-- YOUR INSTRUCTIONS --
Below are records; how many of their lines contain "mouth"? Answer with only the number.

-- SOURCE DATA --

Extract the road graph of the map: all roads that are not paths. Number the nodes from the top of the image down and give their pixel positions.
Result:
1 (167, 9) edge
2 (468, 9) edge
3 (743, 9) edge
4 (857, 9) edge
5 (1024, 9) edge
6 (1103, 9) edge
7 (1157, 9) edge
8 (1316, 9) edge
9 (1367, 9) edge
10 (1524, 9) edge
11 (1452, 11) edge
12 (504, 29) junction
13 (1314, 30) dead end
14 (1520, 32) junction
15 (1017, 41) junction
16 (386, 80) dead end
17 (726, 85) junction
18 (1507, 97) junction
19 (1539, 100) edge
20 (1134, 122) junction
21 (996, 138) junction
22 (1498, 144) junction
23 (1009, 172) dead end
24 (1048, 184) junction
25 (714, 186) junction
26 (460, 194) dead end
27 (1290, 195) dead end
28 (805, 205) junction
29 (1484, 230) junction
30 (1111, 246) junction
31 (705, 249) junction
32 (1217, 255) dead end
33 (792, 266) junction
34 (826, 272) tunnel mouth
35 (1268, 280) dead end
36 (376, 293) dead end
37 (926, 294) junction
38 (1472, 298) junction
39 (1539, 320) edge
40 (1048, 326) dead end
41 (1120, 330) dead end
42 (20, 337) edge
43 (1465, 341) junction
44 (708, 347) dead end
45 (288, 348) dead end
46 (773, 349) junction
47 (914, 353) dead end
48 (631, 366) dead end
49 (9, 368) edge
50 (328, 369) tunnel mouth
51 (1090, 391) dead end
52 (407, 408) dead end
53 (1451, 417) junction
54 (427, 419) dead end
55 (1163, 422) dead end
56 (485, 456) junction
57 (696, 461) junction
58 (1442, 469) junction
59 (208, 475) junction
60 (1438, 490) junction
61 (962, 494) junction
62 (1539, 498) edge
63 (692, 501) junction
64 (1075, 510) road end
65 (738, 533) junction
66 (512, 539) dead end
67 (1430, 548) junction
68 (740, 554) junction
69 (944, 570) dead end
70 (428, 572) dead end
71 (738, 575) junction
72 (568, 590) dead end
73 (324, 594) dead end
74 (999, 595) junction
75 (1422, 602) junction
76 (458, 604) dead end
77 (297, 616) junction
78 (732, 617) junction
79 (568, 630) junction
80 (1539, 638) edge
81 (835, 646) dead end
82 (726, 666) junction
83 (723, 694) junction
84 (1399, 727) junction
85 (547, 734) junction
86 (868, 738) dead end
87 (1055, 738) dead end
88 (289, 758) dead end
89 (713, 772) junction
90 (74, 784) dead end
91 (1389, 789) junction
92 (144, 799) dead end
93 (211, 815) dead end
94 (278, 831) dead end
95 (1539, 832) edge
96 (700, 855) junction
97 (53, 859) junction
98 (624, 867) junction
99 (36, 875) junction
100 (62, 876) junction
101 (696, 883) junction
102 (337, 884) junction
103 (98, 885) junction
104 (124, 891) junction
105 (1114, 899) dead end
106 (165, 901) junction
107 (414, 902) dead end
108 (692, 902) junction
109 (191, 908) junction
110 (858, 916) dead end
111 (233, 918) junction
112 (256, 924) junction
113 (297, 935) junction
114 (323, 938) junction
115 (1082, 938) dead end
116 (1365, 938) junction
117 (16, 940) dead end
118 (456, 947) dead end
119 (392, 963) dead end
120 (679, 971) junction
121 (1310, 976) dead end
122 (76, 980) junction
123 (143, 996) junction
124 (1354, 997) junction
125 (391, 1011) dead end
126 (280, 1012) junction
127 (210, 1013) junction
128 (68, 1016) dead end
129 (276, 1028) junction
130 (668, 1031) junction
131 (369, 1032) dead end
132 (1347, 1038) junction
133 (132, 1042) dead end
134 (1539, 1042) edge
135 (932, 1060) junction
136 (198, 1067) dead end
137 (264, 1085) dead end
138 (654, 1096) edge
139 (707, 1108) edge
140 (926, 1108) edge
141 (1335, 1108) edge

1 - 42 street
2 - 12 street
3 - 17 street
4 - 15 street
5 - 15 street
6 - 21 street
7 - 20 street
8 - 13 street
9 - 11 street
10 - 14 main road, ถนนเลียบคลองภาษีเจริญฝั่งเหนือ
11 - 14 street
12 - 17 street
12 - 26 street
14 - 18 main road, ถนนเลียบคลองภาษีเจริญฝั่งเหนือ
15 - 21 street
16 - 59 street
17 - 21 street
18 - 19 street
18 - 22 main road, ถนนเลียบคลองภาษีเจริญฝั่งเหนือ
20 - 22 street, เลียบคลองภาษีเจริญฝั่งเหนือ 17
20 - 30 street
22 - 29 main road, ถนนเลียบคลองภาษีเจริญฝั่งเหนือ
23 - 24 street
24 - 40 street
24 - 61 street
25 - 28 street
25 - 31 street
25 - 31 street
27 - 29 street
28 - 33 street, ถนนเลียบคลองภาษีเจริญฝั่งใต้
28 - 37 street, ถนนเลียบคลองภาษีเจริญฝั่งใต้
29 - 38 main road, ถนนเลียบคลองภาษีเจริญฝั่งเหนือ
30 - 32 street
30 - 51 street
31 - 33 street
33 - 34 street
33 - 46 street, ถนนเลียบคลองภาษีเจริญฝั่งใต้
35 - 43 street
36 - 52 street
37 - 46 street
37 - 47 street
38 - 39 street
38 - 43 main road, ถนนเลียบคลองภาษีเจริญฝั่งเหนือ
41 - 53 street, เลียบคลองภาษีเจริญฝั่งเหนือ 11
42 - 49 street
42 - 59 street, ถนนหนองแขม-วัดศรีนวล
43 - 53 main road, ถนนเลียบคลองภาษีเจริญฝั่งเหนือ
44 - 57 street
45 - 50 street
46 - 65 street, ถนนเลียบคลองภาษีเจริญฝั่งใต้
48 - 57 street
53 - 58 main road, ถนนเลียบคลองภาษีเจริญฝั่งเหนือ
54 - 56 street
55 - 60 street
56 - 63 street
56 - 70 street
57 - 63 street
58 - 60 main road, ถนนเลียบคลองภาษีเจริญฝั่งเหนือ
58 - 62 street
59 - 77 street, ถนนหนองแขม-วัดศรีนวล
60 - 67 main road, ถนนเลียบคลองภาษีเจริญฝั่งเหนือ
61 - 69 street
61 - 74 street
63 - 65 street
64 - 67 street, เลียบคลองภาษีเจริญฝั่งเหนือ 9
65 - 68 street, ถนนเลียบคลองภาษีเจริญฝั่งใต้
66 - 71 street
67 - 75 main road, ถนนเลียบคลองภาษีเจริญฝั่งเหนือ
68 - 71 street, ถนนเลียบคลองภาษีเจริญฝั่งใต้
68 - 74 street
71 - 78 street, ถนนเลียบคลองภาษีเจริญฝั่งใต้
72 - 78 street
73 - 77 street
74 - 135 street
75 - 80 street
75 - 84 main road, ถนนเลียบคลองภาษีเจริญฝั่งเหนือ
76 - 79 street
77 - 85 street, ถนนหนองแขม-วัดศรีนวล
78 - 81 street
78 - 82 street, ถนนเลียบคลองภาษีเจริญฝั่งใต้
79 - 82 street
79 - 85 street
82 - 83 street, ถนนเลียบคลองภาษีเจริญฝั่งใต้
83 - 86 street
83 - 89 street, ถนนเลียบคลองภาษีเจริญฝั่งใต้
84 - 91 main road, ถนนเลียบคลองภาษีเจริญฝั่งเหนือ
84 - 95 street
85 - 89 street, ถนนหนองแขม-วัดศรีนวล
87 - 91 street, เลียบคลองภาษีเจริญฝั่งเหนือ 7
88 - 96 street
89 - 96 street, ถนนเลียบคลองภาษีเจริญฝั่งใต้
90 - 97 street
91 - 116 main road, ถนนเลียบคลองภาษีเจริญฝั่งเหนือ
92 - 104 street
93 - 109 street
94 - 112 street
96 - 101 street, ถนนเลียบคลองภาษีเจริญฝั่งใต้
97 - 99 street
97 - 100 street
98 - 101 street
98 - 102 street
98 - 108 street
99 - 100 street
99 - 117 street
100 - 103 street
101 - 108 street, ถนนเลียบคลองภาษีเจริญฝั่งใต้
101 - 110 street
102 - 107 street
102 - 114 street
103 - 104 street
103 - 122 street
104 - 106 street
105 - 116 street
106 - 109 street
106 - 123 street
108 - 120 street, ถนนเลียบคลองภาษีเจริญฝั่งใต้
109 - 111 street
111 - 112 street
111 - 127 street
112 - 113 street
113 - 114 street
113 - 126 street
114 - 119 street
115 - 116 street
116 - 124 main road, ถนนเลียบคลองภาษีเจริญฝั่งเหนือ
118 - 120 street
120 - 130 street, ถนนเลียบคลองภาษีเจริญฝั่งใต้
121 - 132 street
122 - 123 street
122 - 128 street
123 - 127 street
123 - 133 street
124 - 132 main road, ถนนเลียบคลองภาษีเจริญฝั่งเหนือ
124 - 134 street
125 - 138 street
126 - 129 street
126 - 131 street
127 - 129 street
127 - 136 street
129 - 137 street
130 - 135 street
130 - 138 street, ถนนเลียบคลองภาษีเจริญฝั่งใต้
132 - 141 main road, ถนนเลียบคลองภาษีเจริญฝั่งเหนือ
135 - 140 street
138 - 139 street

-- WRITTEN SOLUTION --
2